Photocatalytic degradation of emerging pollutants under visible light radiation using NiS2/S-doped g-C3N4 nanostructures

NiS2/S-doped g-C3N4 (NiS2/CNS) nanocomposites were synthesized and used as photocatalysts for the degradation of Rhodamine B (RhB) (8 mg L−1, 100 mL) as a model harmful dye under the visible light radiation (λ>400 nm). It was also found that the adsorption ability was greatly increased after growing the NiS2 NPs on the CNS sample regardless of NiS2 loading value, implying the NiS2 played a key role in adsorption of RhB molecules on the photocatalyst surface.
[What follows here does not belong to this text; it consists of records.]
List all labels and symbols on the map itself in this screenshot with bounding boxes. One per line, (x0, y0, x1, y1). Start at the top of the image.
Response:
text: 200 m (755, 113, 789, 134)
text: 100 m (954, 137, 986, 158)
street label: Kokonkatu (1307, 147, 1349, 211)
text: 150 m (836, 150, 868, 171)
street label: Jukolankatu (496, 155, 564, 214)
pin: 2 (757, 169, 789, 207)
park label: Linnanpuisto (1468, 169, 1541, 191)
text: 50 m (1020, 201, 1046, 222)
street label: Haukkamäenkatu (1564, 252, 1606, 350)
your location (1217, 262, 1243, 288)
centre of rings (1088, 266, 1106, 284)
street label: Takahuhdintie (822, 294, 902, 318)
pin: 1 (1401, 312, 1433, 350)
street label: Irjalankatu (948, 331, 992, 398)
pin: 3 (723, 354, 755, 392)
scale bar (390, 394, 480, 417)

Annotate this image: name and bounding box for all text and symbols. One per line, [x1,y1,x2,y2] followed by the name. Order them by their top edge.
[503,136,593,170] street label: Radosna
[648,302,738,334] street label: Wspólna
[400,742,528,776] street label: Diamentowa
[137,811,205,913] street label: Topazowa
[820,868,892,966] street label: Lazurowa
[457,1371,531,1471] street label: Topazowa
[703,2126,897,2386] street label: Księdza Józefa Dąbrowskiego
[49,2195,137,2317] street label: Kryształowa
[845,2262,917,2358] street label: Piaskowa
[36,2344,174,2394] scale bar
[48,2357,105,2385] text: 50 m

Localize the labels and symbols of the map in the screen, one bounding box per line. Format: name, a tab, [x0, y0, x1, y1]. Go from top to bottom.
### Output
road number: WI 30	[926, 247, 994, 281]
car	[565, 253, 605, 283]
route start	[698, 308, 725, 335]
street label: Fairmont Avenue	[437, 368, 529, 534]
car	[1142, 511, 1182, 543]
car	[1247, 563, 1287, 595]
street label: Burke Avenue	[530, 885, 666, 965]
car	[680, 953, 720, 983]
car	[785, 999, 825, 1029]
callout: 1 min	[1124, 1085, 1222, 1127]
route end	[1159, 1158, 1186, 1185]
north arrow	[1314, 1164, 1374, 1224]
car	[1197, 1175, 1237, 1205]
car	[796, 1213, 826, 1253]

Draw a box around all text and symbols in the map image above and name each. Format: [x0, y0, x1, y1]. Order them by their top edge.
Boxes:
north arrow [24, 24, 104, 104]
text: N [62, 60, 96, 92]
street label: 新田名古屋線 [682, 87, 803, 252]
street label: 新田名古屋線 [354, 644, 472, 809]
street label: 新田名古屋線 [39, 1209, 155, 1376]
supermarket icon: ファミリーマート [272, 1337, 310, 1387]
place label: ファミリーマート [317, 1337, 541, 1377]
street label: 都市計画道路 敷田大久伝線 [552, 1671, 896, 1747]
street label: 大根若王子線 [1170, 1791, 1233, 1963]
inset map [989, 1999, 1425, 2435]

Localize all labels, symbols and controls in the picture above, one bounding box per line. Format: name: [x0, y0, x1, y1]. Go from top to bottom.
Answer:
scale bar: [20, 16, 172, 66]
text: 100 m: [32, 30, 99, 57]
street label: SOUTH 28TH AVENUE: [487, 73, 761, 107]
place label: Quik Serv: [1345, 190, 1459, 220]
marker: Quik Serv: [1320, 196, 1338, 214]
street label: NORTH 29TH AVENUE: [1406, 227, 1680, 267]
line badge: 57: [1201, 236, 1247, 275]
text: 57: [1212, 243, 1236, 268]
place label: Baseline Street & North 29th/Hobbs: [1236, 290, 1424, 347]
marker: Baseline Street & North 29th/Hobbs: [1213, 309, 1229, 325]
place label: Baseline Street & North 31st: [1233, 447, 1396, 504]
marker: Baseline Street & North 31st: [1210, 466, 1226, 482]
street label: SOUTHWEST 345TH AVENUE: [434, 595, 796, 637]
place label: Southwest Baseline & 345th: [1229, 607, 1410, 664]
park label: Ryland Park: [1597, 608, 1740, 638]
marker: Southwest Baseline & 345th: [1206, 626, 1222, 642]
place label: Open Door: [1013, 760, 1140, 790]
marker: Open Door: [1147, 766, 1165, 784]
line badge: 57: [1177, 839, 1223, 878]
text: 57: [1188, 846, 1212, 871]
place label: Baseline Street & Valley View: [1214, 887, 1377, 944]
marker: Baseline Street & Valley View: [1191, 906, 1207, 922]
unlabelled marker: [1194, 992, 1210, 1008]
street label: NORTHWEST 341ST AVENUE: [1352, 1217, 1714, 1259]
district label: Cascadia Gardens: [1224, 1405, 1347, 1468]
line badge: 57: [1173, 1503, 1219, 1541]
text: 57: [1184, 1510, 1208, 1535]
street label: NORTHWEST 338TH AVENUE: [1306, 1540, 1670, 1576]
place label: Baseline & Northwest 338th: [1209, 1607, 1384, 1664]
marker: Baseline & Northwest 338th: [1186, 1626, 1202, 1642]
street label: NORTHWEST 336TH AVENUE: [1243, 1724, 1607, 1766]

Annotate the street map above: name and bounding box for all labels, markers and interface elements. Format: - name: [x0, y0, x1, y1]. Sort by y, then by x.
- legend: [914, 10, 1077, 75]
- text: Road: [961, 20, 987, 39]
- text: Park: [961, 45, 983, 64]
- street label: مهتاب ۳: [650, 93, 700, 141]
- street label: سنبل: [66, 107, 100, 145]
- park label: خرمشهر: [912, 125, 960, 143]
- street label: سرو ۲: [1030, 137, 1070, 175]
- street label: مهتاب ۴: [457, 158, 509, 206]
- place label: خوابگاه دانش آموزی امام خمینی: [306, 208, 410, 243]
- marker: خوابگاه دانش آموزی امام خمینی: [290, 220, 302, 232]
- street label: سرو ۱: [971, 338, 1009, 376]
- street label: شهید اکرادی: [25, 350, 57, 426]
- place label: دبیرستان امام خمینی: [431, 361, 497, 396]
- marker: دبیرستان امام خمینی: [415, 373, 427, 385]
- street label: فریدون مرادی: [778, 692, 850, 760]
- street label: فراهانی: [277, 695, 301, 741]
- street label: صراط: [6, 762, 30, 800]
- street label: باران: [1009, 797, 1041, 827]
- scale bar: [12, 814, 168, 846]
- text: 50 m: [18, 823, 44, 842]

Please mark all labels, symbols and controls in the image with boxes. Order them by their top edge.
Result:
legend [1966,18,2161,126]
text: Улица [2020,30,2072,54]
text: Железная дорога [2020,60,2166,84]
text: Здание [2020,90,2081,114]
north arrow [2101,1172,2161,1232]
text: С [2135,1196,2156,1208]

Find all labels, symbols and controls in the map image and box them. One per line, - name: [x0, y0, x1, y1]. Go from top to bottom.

The optimal NiS2 loading value in the NiS2/CNS composites was 5.9 wt% having a reaction rate constant equal to 0.011 min-1, which was about 3.1 as well as 26.1 times faster compared with those of the CNS (0.0035 min-1) and bulk g-C3N4 (0.00042 min-1) toward RhB degradation under visible light radiation. The optimized photocatalyst was capable of showing a high efficiency for phenol photodegredation as a light insensitive pollutant. Hence, the synergistic effects originated from combining sulphur doping and in situ growing of NiS2 NPs in one material enhanced the physicochemical properties of carbon nitride materials.